Unexploitability by adversaries = robustness to randomness

One common argument in favor of Bayesian probability theory is that any deviations from it make you vulnerable to Dutch books, sets of bets in which you lose money with certainty. But in the real world not all environments are adversarial, so why should we use Bayesian probability theory when no one is trying to exploit us?

You could argue that you should use the same principles to reason in all environments you find, but why would that be? It’s pretty natural in fact to behave more cautiously when you’re facing an adversary than when you’re facing mere unoptimized randomness. Perhaps Bayesianism is like wearing heavy armor: good defense if you need it, but hugely inconvenient if not.

However, it turns out that there’s a convenient theory that says that Bayes is the best you can do in a merely random environment with no adversaries.
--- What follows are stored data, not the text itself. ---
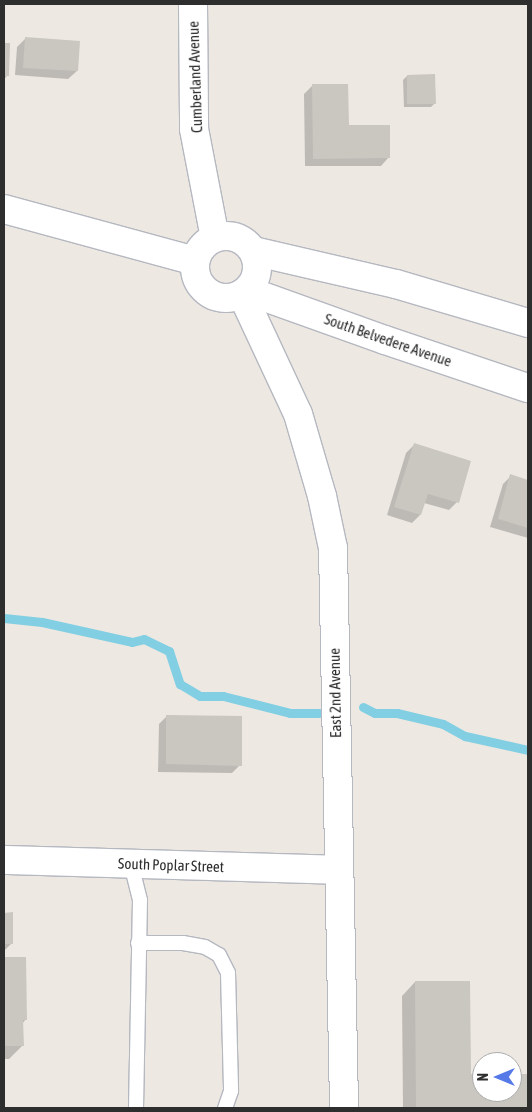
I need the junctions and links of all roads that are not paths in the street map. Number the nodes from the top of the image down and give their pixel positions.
1 (193, 4) edge
2 (4, 209) edge
3 (215, 238) junction
4 (253, 251) junction
5 (195, 261) junction
6 (245, 292) junction
7 (528, 323) edge
8 (528, 388) edge
9 (4, 860) edge
10 (131, 864) junction
11 (338, 870) junction
12 (138, 943) junction
13 (136, 1108) edge
14 (225, 1108) edge
15 (344, 1108) edge

1 - 3 street, Cumberland Avenue
2 - 5 street
3 - 4 street
3 - 5 street
4 - 6 street
4 - 7 street
5 - 6 street
6 - 8 street, South Belvedere Avenue
6 - 11 street, East 2nd Avenue
9 - 10 street, South Poplar Street
10 - 11 street, South Poplar Street
10 - 12 lane
11 - 15 street, East 2nd Avenue
12 - 13 lane
12 - 14 lane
PAC-Bayes theory addresses the following setup: you have a prior over hypotheses, you observe data sampled randomly from some unknown distribution, and you want to pick a posterior that will predict well on future data from that same distribution. The theory shows that in the particular case where prediction error is measured by negative log-likelihood, the tightest bound on your expected prediction error is achieved when your posterior is a reweighting of the prior by the likelihood, $p_\text{post}(\text{hyp}) \sim p_\text{prior}(\text{hyp})\cdot l(\text{data}|\text{hyp})$. This is exactly Bayesian inference.

This is good, it means we can use Bayes for both adversarial and random environments, but the two proofs are entirely different. Why would the same structure that protects you from Dutch books also happen to be the best way to learn some distribution when data is sampled randomly?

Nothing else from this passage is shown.